Aim of the exercise: Wherever a line of the listing holds the string "hand", copy that line.

Excerpted records:
========

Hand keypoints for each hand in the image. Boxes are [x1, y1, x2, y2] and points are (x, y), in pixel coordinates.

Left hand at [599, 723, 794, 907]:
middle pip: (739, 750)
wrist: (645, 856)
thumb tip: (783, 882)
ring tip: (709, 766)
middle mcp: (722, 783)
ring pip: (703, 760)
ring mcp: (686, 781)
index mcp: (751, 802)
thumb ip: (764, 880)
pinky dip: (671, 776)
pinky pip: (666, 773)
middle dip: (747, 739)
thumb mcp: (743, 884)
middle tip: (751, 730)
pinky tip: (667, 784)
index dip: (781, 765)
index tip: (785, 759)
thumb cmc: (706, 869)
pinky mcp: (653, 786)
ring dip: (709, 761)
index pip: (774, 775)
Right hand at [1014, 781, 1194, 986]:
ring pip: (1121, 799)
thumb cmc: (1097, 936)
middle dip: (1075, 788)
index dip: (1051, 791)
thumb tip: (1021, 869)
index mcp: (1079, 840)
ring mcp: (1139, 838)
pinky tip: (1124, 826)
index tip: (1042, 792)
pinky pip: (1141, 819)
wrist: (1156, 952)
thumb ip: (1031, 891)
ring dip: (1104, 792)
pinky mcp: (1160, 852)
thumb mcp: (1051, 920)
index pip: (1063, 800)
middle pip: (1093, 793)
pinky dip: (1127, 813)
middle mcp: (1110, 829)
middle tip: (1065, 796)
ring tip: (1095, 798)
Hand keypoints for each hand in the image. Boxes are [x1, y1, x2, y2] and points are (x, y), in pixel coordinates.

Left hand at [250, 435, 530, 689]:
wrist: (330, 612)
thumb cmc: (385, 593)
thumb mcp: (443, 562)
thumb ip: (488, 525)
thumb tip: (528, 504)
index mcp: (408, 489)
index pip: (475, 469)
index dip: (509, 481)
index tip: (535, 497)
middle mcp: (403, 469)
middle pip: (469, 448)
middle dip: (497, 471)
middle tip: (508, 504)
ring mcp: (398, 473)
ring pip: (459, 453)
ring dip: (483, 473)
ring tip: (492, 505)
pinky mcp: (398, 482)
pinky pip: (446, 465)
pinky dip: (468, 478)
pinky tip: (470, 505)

========

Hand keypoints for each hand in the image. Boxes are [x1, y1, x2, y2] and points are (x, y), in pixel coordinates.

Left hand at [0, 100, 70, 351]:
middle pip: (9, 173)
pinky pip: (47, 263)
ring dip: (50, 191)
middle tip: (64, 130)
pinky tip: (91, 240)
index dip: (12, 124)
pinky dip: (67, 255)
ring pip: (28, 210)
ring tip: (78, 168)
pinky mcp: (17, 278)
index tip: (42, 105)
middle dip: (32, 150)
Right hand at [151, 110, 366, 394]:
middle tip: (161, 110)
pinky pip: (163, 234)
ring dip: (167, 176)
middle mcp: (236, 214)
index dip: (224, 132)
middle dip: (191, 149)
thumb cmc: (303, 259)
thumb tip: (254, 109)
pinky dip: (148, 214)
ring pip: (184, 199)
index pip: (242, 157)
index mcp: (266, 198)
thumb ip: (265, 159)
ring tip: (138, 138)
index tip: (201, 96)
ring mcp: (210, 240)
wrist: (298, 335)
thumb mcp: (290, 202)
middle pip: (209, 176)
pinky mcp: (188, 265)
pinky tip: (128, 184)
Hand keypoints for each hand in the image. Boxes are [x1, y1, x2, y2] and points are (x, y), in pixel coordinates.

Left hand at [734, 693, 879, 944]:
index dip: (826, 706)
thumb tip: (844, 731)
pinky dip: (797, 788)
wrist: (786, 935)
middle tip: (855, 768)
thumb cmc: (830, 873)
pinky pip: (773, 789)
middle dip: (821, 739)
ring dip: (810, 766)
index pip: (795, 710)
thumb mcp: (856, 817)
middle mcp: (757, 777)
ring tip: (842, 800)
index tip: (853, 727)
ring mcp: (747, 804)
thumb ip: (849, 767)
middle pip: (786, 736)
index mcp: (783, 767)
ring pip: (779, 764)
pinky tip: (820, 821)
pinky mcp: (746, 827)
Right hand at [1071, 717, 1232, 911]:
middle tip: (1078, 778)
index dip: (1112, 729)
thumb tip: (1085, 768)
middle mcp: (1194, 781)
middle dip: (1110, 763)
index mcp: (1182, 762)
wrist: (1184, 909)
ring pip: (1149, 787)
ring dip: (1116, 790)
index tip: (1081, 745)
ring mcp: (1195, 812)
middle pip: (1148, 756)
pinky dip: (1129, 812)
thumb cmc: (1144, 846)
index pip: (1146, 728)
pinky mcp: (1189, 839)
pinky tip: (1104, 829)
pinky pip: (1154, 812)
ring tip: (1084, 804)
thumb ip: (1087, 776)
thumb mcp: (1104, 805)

========

Solution to this task:
Hand keypoints for each hand in the image. Boxes are [x1, y1, x2, y2] and points are (x, y), in pixel coordinates.
Left hand at [599, 723, 794, 907]:
Right hand at [1014, 781, 1194, 986]:
Hand keypoints for each hand in the image. Boxes are [x1, y1, x2, y2] and points are (x, y), in pixel coordinates.
Left hand at [250, 435, 530, 689]:
Hand keypoints for each hand in the image. Boxes are [x1, y1, x2, y2] and points are (x, y), in pixel coordinates.
Left hand at [0, 100, 70, 351]:
Right hand at [151, 110, 366, 394]:
Hand keypoints for each hand in the image. Boxes are [x1, y1, x2, y2] and points are (x, y), in pixel coordinates.
Left hand at [734, 693, 879, 944]:
Right hand at [1071, 717, 1232, 911]:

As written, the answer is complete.